Est-ce la dénonciation d’une foi « hérétique » ? Peut-être. En tout cas une foi bien éloignée de la vérité : « On s’est rendus compte que la religion chrétienne n’était plus affaire de discussion théologique ou rationaliste, mais une addition d’éléments ésotériques qui permettaient de raconter à peu près tout et n’importe quoi sans vraiment réfléchir. La troisième histoire s’inspire un peu de cela. J’ai un peu tout convoqué : les Templiers, les monstres, les pierres radioactives, etc. Personnellement, je suis athée et je ne crois pas à a réalité du Saint-Suaire, mais nous nous sommes appliqués à dépasser nos opinions personnelles pour expliquer que ces questions doivent être traitées sérieusement et pas avec un ésotérisme approximatif comme c’est le cas chez certains auteurs. Car malheureusement, beaucoup de gens ont pris le Da Vinci Code au pied de la lettre et ont commencé à dire que l’Église les avait trompés depuis 2000 ans.
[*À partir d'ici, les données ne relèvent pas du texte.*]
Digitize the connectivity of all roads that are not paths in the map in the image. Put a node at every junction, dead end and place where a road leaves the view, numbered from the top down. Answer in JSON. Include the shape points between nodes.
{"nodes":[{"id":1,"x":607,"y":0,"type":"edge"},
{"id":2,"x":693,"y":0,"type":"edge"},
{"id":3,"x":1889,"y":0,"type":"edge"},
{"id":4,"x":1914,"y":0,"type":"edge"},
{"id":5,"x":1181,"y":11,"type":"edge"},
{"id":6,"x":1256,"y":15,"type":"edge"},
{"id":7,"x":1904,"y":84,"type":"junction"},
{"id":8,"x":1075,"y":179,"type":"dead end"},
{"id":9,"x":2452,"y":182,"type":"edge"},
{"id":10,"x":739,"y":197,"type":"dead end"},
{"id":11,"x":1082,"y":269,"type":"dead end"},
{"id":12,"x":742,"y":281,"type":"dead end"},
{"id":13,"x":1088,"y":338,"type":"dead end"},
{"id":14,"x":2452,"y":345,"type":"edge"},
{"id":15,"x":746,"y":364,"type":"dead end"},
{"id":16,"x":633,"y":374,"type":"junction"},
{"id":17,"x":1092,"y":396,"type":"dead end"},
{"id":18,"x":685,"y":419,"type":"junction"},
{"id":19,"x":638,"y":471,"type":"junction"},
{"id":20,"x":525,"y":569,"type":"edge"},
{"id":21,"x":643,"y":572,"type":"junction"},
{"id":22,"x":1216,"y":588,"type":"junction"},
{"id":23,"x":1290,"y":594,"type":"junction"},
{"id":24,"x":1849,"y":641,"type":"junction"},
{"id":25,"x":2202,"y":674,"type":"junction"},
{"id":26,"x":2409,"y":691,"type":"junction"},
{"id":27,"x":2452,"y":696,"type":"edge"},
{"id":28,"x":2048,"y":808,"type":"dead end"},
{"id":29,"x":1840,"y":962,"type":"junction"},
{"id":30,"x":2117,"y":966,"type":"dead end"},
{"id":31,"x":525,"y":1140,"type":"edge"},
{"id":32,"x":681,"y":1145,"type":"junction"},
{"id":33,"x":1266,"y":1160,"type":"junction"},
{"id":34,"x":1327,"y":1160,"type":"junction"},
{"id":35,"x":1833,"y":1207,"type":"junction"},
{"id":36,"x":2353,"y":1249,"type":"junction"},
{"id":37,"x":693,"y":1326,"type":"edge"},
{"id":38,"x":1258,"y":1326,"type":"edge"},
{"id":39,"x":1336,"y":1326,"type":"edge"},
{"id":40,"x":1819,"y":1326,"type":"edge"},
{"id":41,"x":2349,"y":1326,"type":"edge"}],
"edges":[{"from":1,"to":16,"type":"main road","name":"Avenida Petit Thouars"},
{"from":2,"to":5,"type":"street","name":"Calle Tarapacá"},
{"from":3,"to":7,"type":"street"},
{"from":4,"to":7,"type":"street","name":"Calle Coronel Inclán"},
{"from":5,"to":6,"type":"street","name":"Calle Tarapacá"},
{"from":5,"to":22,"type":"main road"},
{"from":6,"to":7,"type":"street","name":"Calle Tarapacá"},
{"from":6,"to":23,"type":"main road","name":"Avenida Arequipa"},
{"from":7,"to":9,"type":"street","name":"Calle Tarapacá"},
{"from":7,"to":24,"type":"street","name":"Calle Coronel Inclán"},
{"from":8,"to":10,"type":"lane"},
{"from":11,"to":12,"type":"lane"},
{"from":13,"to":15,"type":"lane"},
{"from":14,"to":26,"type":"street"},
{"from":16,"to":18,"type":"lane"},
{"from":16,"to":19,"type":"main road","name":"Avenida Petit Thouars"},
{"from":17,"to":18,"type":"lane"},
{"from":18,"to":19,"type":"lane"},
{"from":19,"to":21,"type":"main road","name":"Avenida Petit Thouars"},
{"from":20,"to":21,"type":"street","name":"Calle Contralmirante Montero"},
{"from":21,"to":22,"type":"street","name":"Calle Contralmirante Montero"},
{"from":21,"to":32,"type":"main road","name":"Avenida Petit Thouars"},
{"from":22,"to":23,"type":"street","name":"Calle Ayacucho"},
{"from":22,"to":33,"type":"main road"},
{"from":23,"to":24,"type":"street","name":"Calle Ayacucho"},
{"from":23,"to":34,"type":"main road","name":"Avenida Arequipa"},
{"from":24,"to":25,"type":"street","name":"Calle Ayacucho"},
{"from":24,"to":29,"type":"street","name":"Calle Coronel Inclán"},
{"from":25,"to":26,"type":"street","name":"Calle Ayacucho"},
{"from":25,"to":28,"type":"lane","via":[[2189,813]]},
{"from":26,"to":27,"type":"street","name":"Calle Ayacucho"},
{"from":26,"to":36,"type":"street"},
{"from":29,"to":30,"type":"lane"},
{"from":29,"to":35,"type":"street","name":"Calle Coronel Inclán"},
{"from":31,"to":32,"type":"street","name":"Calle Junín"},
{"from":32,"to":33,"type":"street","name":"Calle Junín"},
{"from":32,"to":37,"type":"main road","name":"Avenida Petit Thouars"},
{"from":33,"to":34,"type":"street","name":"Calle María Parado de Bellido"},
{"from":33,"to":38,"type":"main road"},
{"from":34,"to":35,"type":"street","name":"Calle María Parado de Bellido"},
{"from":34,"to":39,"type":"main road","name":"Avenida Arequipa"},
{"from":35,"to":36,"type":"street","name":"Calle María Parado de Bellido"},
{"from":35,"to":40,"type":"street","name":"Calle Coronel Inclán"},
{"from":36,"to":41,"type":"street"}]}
En fait, ils se sont mis à croire Dan Brown avec la même crédulité qu’ils pouvaient avoir quand ils croyaient à l’Église, des siècles plus tôt… En choisissant ces trois angles et ces trois thèmes, on a voulu poser la discussion sans vraiment trancher. Dans ces trois histoires, j’ai essayé de réutiliser trois fois les mêmes dialogues, au maximum, pour montrer qu’avec la même matière et les mêmes images, on pouvait faire dire tout et son contraire. »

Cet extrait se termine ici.